Auch hier bestätigt sich: Die Wählerinnen und Wähler scheuen nicht mehr davor zurück, ihre Stimme vermeintlich zu verschenken, wenn das Anliegen einer Partei gehört und wahrgenommen wird und den Nerv trifft. Vielleicht wäre das Ergebnis noch besser gewesen, wenn sich die Partei auch in anderen Bereichen durch klare politische Aussagen (z.B. Gesundheitspolitik, Steuerpolitik) profiliert hätte.


Was kann ein Fazit sein, auch und gerade für die AUF-Partei?

Ob der Wähler nach dieser Wahl der Dumme sein oder besser als heute dastehen wird, bleibt abzuwarten. Die neue Koalition und ihre Menschen werden zusammenfinden müssen und sich - vermutlich nach einem Kassensturz - in der realen Politik zu bewähren haben. So schlicht und eindimensional in seinem Wahlverhalten, wie der Wähler von den Medien oft dargestellt wurde, ist er definitiv nicht. Darin liegt für AUF die große Chance, zugleich Herausforderung:

  • AUF als "Kleinpartei" muss sich programmatisch, strukturell und personell weiterentwickeln. Ein aussagekräftiges Programm muss die Themen der frustrierten Nicht- und Alibi-Wähler aufgreifen und mit schlagkräftigen Aussagen besetzen, die die Menschen erreicht. AUF muss den Mut haben, die Missstände unserer Gesellschaft und die Wahrheit beim Namen zu nennen und für eine Veränderung einzutreten.

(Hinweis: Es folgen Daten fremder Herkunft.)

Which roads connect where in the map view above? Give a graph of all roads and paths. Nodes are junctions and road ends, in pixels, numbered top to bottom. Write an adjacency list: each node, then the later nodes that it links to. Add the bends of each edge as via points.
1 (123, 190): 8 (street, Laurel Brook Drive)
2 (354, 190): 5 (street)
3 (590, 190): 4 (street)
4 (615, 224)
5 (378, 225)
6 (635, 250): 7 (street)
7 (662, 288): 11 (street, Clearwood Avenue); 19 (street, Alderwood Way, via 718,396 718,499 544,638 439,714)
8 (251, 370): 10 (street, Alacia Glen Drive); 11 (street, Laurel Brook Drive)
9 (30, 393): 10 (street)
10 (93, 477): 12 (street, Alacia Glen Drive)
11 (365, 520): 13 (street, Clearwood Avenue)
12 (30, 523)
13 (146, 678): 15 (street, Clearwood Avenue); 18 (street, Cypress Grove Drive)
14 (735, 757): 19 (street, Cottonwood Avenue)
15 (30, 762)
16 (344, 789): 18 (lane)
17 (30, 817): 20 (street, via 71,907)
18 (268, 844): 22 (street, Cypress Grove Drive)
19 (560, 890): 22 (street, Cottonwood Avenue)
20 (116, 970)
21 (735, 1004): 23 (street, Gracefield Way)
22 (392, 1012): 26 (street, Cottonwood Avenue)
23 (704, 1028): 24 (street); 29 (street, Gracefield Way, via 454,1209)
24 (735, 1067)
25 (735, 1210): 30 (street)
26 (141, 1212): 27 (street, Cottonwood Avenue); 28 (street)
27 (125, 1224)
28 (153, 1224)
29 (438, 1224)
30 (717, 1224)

  • Wenn es der AUF auf dieser Grundlage gelingt, die Unterschiede zu den "Großen", insbesondere den „C-Parteien" in den programmatischen Aussagen herauszuarbeiten und mit den begrenzten Mitteln eine wirksame Öffentlichkeitsarbeit zu bestreiten, dann werden mittelfristig auch Wahlerfolge erzielbar sein, die mehr als Achtungserfolge sind. Auf kommunaler Ebene erreicht AUF dies bereits jetzt.

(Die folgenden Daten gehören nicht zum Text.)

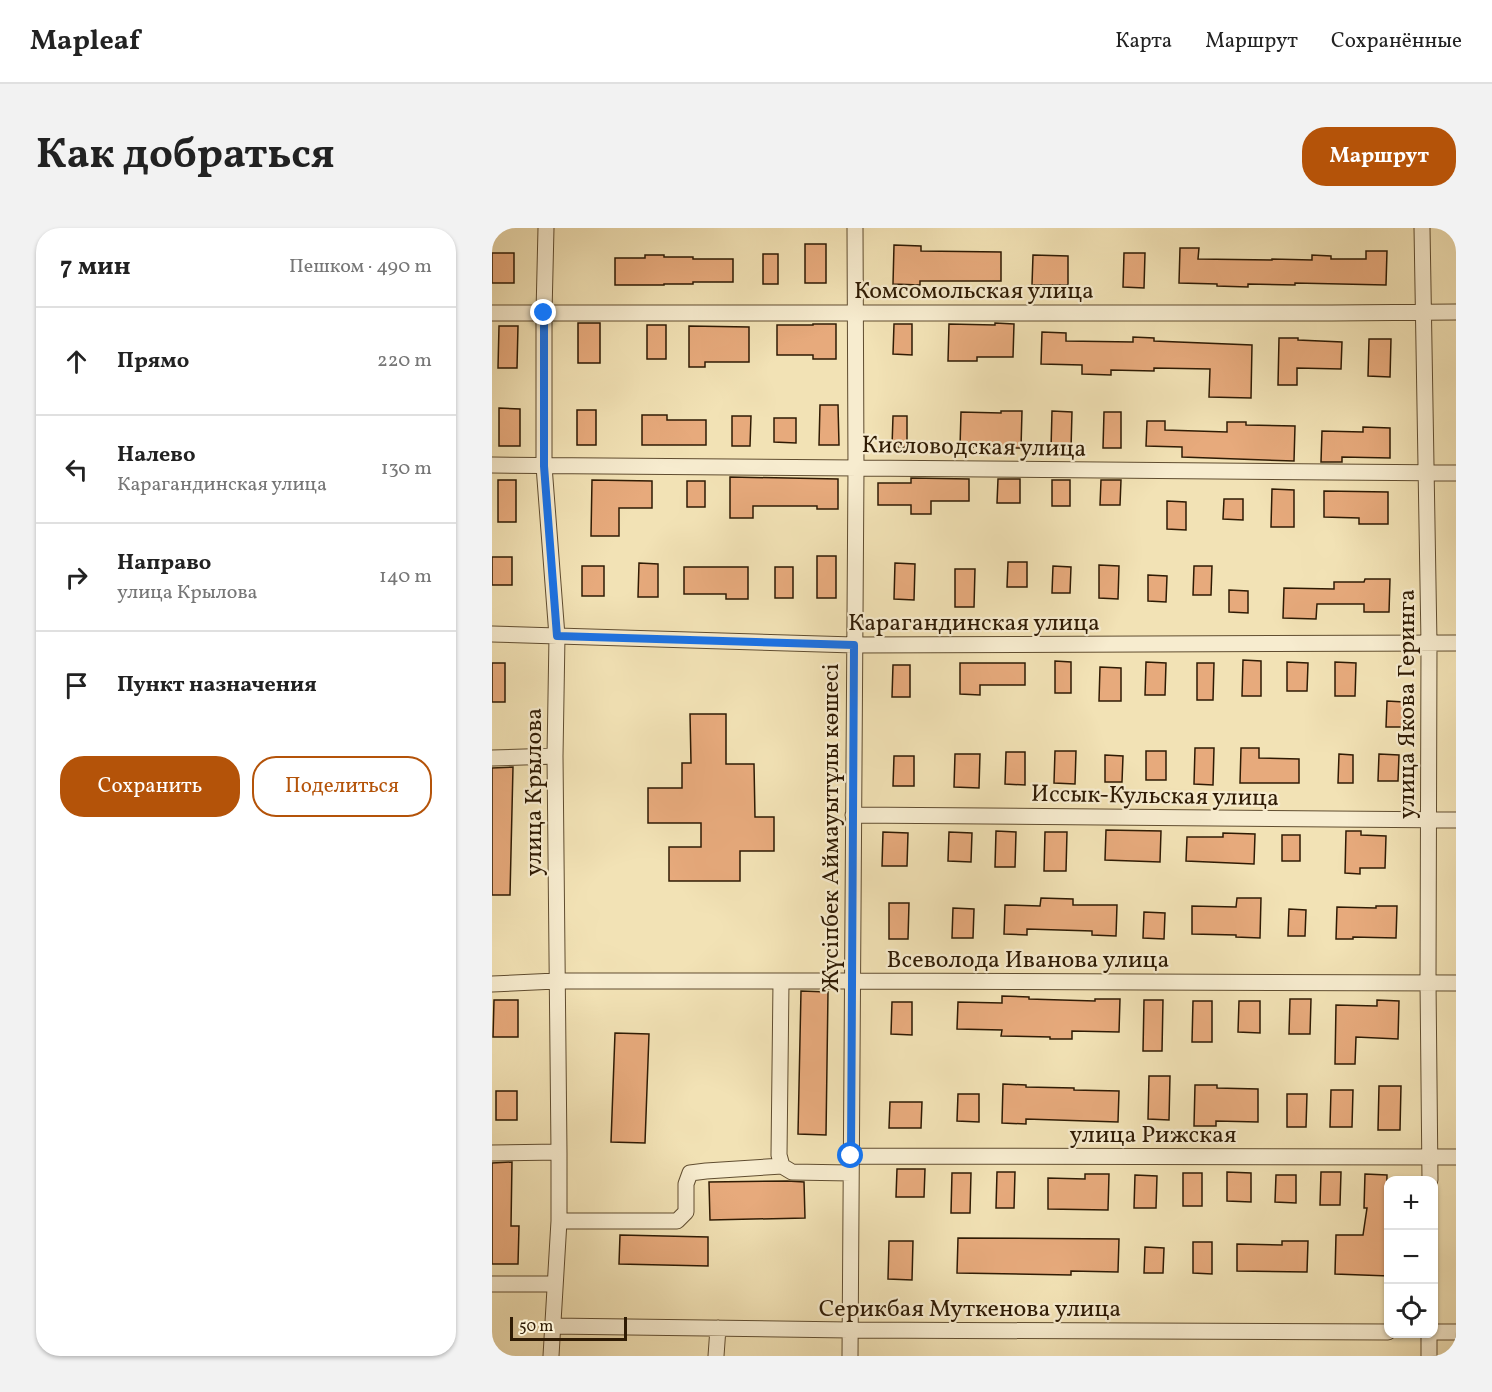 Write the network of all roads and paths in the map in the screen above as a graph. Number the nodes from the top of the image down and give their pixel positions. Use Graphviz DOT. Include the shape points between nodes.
graph roads {
  1 [pos="546,228"];
  2 [pos="855,228"];
  3 [pos="1422,228"];
  4 [pos="1424,312"];
  5 [pos="1456,312"];
  6 [pos="492,313"];
  7 [pos="544,313"];
  8 [pos="855,313"];
  9 [pos="492,465"];
  10 [pos="544,466"];
  11 [pos="856,468"];
  12 [pos="1426,473"];
  13 [pos="1456,474"];
  14 [pos="492,634"];
  15 [pos="557,636"];
  16 [pos="1429,643"];
  17 [pos="1456,643"];
  18 [pos="854,645"];
  19 [pos="555,756"];
  20 [pos="492,758"];
  21 [pos="853,815"];
  22 [pos="1428,820"];
  23 [pos="1456,820"];
  24 [pos="556,981"];
  25 [pos="852,981"];
  26 [pos="781,982"];
  27 [pos="1428,982"];
  28 [pos="1456,982"];
  29 [pos="492,984"];
  30 [pos="559,1152"];
  31 [pos="492,1153"];
  32 [pos="851,1156"];
  33 [pos="1430,1157"];
  34 [pos="1456,1157"];
  35 [pos="782,1166"];
  36 [pos="850,1173"];
  37 [pos="1430,1176"];
  38 [pos="559,1221"];
  39 [pos="492,1284"];
  40 [pos="554,1284"];
  41 [pos="552,1326"];
  42 [pos="718,1328"];
  43 [pos="849,1330"];
  44 [pos="1384,1332"];
  45 [pos="1438,1332"];
  46 [pos="1456,1332"];
  47 [pos="1429,1338"];
  48 [pos="551,1356"];
  49 [pos="717,1356"];
  50 [pos="849,1356"];
  51 [pos="1429,1356"];
  1 -- 7 [label="street, улица Крылова"];
  2 -- 8 [label="street, Жүсіпбек Аймауытұлы көшесі"];
  3 -- 4 [label="street, улица Якова Геринга"];
  4 -- 5 [label="street, Комсомольская улица"];
  4 -- 8 [label="street, Комсомольская улица"];
  4 -- 12 [label="street, улица Якова Геринга"];
  6 -- 7 [label="street, Комсомольская улица"];
  7 -- 8 [label="street, Комсомольская улица"];
  7 -- 10 [label="street, улица Крылова"];
  8 -- 11 [label="street, Жүсіпбек Аймауытұлы көшесі"];
  9 -- 10 [label="street, Кисловодская улица"];
  10 -- 11 [label="street, Кисловодская улица"];
  10 -- 15 [label="street, улица Крылова"];
  11 -- 12 [label="street, Кисловодская улица"];
  11 -- 18 [label="street, Жүсіпбек Аймауытұлы көшесі"];
  12 -- 13 [label="street, Кисловодская улица"];
  12 -- 16 [label="street, улица Якова Геринга"];
  14 -- 15 [label="street, Карагандинская улица"];
  15 -- 18 [label="street, Карагандинская улица"];
  15 -- 19 [label="street, улица Крылова"];
  16 -- 17 [label="street, Карагандинская улица"];
  16 -- 18 [label="street, Карагандинская улица"];
  16 -- 22 [label="street, улица Якова Геринга"];
  18 -- 21 [label="street, Жүсіпбек Аймауытұлы көшесі"];
  19 -- 20 [label="street"];
  19 -- 24 [label="street, улица Крылова"];
  21 -- 22 [label="street, Иссык-Кульская улица"];
  21 -- 25 [label="street, Жүсіпбек Аймауытұлы көшесі"];
  22 -- 23 [label="street, Иссык-Кульская улица"];
  22 -- 27 [label="street, улица Якова Геринга"];
  24 -- 26 [label="street, Всеволода Иванова улица"];
  24 -- 29 [label="street, Всеволода Иванова улица"];
  24 -- 30 [label="street, улица Крылова"];
  25 -- 26 [label="street, Всеволода Иванова улица"];
  25 -- 27 [label="street, Всеволода Иванова улица"];
  25 -- 32 [label="street, Жүсіпбек Аймауытұлы көшесі"];
  26 -- 35 [label="street"];
  27 -- 28 [label="street, Всеволода Иванова улица"];
  27 -- 33 [label="street, улица Якова Геринга"];
  30 -- 31 [label="street"];
  30 -- 38 [label="street, улица Крылова"];
  32 -- 33 [label="street, улица Рижская"];
  32 -- 36 [label="street, Жүсіпбек Аймауытұлы көшесі"];
  33 -- 34 [label="street, улица Рижская"];
  33 -- 37 [label="street, улица Якова Геринга"];
  35 -- 36 [label="street" via="792,1172"];
  35 -- 38 [label="street" via="690,1173 686,1212 677,1221"];
  36 -- 43 [label="street, Жүсіпбек Аймауытұлы көшесі"];
  38 -- 40 [label="street, улица Крылова"];
  39 -- 40 [label="street"];
  40 -- 41 [label="street, улица Крылова"];
  41 -- 42 [label="street, Серикбая Муткенова улица"];
  41 -- 48 [label="street, улица Крылова"];
  42 -- 43 [label="street, Серикбая Муткенова улица"];
  42 -- 49 [label="street"];
  43 -- 44 [label="street, Серикбая Муткенова улица"];
  43 -- 50 [label="street, Жүсіпбек Аймауытұлы көшесі"];
  45 -- 46 [label="street"];
  47 -- 51 [label="street"];
}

  • Die AUF ist keine Ein-Themen-Partei, ihr Programm bietet Lösungsansätze für viele gesellschaftliche Probleme. Dies gilt es wirksam nach außen darzustellen.

  • Die mageren Ergebnisse der "etablierten" christlichen Kleinparteien Zentrum, PBC und CM sowie das schwache Abschneiden der ödp zeigen: Mehr denn je ist eine Bündelung der christlichen Kräfte in unserem Land notwendig. AUF tritt weiter hierfür ein und wird diesen Weg weiter gehen.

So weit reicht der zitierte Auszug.